4-wheeling in Morocco The second day of our Moroccan experience finds us bumping along narrow, winding gravel roads on our way to lunch in the Atlas mountains- its cold. The skies are blue and the ground is red. The scenery could easily be mistaken for southern Colorado or Northern New Mexico; the villages even look like Adobe style structures. We were picked up at our hotel early that morning by a caravan of five sleek matching silver Toyota Land Cruisers. Our driver only speaks Berber or French. Fortunately I'm accompanied today by Anais, Thierry Pouille's daughter, who speaks French fluently. Art, unfortunately, has been suffering with a bad sinus allergy and can't join us. Its a four hour ride through the mountains, the narrow roads are made of lose rock with no guard rails and a very steep drop off to the bottom of the canyon. Herds of sheep and goats tended mostly by children dot the hill sides.

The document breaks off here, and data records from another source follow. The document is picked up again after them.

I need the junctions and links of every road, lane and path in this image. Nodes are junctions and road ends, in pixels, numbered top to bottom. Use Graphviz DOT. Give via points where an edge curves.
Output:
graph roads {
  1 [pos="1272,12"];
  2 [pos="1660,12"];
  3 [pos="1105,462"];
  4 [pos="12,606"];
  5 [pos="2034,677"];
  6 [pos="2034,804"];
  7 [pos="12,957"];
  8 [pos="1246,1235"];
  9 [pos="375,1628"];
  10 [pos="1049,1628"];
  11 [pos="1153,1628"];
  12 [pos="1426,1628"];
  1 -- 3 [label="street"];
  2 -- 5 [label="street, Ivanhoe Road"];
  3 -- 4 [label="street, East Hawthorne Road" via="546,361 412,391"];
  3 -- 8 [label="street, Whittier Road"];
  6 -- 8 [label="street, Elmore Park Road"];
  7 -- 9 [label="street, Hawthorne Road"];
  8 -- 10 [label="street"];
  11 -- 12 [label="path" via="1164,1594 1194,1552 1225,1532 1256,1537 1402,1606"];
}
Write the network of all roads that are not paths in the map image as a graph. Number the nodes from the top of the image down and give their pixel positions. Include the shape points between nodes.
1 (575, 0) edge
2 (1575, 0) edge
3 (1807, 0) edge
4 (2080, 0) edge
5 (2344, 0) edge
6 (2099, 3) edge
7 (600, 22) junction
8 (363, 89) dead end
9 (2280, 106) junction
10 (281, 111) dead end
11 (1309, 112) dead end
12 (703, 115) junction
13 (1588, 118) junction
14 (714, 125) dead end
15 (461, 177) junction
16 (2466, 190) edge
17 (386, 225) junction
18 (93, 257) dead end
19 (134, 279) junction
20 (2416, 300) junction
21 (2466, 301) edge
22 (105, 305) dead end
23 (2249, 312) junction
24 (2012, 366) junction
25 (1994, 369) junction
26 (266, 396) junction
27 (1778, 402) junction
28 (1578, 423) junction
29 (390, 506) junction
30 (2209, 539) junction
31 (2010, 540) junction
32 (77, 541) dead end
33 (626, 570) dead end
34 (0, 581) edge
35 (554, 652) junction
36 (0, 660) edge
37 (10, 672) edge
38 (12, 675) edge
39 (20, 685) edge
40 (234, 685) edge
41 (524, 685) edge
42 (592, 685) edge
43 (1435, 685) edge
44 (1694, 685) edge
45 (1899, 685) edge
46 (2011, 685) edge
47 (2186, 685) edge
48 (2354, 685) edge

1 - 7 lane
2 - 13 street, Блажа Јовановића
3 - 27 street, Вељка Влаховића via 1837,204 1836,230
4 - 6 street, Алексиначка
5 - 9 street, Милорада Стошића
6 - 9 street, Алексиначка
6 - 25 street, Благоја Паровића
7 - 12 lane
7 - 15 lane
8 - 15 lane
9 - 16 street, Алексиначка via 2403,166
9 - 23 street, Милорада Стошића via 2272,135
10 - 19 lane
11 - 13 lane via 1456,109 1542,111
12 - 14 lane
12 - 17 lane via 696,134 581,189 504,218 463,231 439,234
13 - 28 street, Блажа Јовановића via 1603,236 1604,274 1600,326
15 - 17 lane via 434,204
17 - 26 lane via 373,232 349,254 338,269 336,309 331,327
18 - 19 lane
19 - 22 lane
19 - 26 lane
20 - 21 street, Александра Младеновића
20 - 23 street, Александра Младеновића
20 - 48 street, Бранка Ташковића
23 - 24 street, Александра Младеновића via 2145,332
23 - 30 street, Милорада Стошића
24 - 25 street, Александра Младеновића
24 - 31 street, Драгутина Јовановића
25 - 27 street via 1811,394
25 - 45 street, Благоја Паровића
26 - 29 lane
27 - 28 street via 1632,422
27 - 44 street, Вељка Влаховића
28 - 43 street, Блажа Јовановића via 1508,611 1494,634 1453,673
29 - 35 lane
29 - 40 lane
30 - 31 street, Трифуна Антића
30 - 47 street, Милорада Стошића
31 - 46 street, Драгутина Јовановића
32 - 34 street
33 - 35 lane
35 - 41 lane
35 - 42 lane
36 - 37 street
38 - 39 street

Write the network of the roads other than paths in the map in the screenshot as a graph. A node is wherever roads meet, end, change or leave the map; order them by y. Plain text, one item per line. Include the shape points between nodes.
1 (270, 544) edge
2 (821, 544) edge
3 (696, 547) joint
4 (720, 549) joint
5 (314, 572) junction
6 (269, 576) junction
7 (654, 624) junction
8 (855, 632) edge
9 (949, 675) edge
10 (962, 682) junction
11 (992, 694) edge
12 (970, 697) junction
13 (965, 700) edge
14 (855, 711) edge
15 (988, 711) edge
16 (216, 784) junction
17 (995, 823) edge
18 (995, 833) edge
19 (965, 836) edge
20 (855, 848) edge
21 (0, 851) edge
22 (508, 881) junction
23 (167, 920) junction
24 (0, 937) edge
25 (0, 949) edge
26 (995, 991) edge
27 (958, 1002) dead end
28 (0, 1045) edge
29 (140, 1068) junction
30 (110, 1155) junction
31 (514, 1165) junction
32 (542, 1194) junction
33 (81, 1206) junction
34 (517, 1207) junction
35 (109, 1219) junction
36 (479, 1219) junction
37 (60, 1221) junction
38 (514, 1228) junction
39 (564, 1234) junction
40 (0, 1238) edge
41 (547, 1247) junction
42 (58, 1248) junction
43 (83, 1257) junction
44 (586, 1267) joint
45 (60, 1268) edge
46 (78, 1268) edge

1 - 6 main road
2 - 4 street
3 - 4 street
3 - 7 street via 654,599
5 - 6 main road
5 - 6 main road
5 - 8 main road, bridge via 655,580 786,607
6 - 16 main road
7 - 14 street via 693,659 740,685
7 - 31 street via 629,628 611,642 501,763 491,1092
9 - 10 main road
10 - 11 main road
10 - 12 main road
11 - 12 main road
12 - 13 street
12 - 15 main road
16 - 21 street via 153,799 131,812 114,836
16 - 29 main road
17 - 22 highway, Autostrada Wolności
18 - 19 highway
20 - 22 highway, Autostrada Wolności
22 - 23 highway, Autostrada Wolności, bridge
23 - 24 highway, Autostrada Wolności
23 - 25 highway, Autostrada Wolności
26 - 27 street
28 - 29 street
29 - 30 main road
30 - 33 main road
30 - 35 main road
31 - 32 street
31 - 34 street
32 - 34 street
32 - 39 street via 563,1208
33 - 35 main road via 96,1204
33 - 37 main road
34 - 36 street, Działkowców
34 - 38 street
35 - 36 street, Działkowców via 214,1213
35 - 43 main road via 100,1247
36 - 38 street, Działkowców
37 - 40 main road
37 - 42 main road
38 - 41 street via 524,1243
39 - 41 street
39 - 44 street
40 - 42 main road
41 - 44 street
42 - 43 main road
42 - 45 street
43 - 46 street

Crowds of men gather here to buy and sell goods and livestock, to settle disputes

One young girl watches over her herd while chatting on her cell phone- another boy listens to his iPod. The mud brick homes are nearly all equipped with a satellite dish. At one point we drive through a large market area. Crowds of men gather here to buy and sell goods and livestock, to settle disputes, and to arrange marriages. The ancient and the traditional are simply enhanced by technology here, not replaced. The scenic views are magnificent, off in the distance we can still see snow on the tops of the tallest peaks. The Atlas mountains reach a height of thirteen thousand feet and on the Moroccan side they are home to the largest ski resort areas in Africa. Our driver tells us that the ski season lasted much longer this year than normal with a greater than average amount of snow fall.

Belly dancers The resort we're headed to was developed by Richard Branson, it's very beautiful and apparently hemorrhaging cash. It's located in a remote area of the mountains nearly an hour drive from Marrakech by hard road. Our tour took us the back way through the mountains. The staff had arranged our lunch on the terrace overlooking a beautiful valley. It was unseasonably cold though- we were all freezing! The last thing any of us expected was to be wanting a jacket in May in the desert. The staff brought out gas heaters and put them around our table, then they offered us warm pool towels to bundle up in- we looked really silly but we were warm! There were a bunch of British tourists laying around the pool in swimsuits; they must have thought we were nuts.

another had bits of roasted sheep brain

The food was terrific as was all of the food we've had during our visit. The night before we all went out to dinner at what is widely considered the best restaurant in Marrakech. Meals are taken very seriously here and served very slowly. It's not enough to have great food- there must be theatre involved also. Our meal began with a dozen small dishes containing all sorts of meats, pickled vegetables, nuts and olives. One small dish had marinated peaces of liver, another had bits of roasted sheep brain. Then the main courses were brought out with much fan fare. Roasted chicken, then lamb, then a vegetable couscous. We sat around the large round tables on a mound of brocade covered cushions; we were treated like royalty. The meal lasted several hours and finished with several desert courses at around midnight; exhausting but fantastic.